Some people have allergic reactions to rue so you may want to handle this plant with gloves.
Fennel is a top host plant for attracting eastern black swallowtails and the feathery foliage is beautiful addition to the garden landscape…
Monarchs go through their metamorphosis almost twice as quickly as their swallow mates. I’m often asked if they can be raised in the same enclosure. I’m not aware of any disease or in-fighting issues, but I’d suggest raising them on elevated stem cuttings to keep them separated. We also use separate mesh enclosures, but did introduce these two briefly:
As eastern black swallowtails grow, they also became more colorful. Many confuse monarch caterpillars with black swallowtails, but if you compare the caterpillars below, with the large monarch above, you can see the differences.
Also, monarchs only eat milkweed so you’ll never seem them feasting on your dill or fennel…or zizia!
Once the caterpillars are ready for the next stage, they are kind enough to let you know in advance 💩 😉
The Chrysalides (or Chrysalises)
Before the caterpillar searches for that perfect spot to form its chrysalis, it will purge any remaining food all over the cage floor. Thankfully, we had our poo poo platter inserted on the cage floor so they purged inside that. Otherwise, it can stain the cage floor, as our eastern tiger swallowtails did multiple times in this cage:
Swallowtails will attach themselves to the cage wall, cage ceiling, stick, or host plant in two places: at the base with a silk pad and with a silk girdle around the mid section of the caterpillar:
So it looks like we’re good to go? Not so fast…
This poor swallowtail was compromised by disease or parasites. This photo was taken several seasons ago, and the caterpillar never did form its chrysalis. We’ve never had any diseases (I’m aware of) affect swallowtails. However, we’ve had caterpillars parasitized by the Trogus Pennator Wasp. If you know what happened to the caterpillar pictured above, please post a comment a the bottom of the page…
Here’s a healthy eastern black swallowtail, to take us to the next stage of the butterfly life cycle:
This caterpillar formed a chrysalis directly on its golden Alexander host plant. Green chrysalides are more common during the spring and early summer. Many believe this is a defense mechanism against predators that helps them blend in with their surroundings…

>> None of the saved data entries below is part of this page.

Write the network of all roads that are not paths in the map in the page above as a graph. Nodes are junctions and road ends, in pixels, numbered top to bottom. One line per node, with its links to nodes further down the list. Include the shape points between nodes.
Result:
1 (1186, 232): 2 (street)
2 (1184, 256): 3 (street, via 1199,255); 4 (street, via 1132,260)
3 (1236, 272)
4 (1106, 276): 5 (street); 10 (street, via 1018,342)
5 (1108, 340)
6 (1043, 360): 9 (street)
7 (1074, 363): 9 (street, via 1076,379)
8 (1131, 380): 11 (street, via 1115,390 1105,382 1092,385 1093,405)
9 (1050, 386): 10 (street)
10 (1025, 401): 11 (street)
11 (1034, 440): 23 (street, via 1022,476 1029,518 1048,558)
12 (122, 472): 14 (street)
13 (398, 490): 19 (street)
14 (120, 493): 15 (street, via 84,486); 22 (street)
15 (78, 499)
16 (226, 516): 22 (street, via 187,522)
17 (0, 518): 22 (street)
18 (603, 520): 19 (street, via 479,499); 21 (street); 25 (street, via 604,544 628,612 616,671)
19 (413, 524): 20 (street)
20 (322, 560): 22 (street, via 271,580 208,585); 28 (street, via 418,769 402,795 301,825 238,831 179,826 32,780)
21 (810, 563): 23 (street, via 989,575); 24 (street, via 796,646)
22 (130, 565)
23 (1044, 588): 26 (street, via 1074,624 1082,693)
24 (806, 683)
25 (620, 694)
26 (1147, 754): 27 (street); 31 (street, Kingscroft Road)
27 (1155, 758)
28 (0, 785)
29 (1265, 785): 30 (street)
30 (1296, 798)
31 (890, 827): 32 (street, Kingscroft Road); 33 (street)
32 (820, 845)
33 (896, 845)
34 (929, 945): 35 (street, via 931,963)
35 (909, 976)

In the late summer and fall, the chrysalis colors are more likely to blend in with the tree branches that will hide them from predators over winter.

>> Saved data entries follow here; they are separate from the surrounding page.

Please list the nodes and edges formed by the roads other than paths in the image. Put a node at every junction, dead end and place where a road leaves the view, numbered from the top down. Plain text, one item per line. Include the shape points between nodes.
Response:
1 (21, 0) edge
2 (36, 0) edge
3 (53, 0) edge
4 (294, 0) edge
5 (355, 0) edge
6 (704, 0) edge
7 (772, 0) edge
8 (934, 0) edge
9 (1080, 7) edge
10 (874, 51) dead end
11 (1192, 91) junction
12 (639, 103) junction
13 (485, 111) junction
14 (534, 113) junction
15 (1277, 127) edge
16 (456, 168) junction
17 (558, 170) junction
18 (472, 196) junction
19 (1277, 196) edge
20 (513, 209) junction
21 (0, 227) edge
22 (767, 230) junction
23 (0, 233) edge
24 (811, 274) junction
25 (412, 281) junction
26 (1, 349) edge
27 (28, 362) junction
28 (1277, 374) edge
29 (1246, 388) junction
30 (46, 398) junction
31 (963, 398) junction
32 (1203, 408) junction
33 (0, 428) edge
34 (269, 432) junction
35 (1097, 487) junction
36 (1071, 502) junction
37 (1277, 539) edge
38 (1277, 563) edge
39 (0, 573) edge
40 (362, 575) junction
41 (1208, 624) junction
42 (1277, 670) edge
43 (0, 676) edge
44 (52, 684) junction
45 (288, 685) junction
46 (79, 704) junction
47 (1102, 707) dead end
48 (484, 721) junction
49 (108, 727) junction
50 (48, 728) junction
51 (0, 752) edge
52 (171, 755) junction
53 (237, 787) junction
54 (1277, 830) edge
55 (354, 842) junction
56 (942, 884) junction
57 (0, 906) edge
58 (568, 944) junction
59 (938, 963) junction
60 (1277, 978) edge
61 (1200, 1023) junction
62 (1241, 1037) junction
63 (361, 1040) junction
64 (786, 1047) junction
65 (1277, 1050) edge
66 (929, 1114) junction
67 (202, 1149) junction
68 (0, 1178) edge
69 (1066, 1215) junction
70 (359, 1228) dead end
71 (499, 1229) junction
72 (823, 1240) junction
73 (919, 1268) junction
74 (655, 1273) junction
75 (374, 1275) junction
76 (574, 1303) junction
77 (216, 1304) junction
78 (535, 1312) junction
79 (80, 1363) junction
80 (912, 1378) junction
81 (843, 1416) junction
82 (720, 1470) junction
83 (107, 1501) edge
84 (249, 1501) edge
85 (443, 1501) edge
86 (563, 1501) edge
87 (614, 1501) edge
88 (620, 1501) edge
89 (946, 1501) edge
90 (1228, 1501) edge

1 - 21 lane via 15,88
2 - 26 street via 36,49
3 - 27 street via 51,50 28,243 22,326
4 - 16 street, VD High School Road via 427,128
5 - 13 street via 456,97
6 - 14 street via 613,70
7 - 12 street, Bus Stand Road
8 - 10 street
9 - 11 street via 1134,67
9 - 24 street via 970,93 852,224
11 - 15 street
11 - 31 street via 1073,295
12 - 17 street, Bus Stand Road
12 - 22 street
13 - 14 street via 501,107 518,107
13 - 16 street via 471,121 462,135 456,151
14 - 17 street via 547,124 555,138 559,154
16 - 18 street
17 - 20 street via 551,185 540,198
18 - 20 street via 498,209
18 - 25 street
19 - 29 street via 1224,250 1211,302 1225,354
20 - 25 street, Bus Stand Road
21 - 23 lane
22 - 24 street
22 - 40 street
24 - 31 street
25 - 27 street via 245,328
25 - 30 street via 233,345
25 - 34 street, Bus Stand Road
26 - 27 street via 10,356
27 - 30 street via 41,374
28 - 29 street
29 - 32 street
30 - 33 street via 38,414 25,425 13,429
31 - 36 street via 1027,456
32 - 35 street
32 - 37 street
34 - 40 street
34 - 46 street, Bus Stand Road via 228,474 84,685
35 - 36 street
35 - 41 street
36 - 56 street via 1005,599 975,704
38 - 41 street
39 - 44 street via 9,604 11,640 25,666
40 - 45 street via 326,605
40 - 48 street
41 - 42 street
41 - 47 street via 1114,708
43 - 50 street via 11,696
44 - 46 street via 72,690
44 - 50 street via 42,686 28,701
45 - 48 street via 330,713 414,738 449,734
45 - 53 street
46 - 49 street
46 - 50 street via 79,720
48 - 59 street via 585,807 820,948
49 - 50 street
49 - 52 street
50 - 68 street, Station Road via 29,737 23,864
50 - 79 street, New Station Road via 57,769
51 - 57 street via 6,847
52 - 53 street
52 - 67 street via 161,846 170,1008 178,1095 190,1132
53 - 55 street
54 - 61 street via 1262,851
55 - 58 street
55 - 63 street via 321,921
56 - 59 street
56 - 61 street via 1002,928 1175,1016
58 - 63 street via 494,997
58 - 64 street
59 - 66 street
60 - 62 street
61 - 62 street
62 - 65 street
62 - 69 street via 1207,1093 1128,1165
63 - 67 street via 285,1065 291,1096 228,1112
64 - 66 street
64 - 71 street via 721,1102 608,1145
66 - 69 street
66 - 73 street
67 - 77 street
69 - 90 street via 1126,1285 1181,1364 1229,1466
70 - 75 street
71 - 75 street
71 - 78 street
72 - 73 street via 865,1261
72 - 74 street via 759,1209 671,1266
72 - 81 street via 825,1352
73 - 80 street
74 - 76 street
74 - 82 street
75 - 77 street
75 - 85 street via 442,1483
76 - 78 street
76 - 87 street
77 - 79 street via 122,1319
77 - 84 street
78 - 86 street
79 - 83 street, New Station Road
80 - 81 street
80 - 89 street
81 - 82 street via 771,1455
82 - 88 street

A monarch chrysalis will hatch reliably in 7-10 days, but the swallowtail family is on a European vacation schedule. They can take 2-3 weeks, or longer if they see fit. If you’re raising toward the end of the season, they may even decide to overwinter until next season.
Before your butterfly emerges, the chrysalis will turn dark (with yellow accent spots) revealing the butterfly inside. It’s easy notice this change with a green chrysalis, but the change is more subtle when the chrysalis is formed brown.
When the adult butterfly emerges, it will come out of the top of the chrysalis, and find a place to hang down to expand and dry its wings properly:
As with monarchs, I suggest placing eastern black swallowtail butterflies outside in a closed mesh cage for a couple hours to sunergize 🌞 them. This insures they will have plenty of energy to elude potential predators upon release.
Females typically have more blue hue in their hindwings, and less prominent yellow wing markings:
Males typically have less blue hue in their hindwings, and more prominent yellow wing markings:
Eastern black swallowtails don’t spend as much time in the butterfly garden as some others in the swallowtail family, but zinnias and obedient plant are two plants they have favored in our northern garden over the years.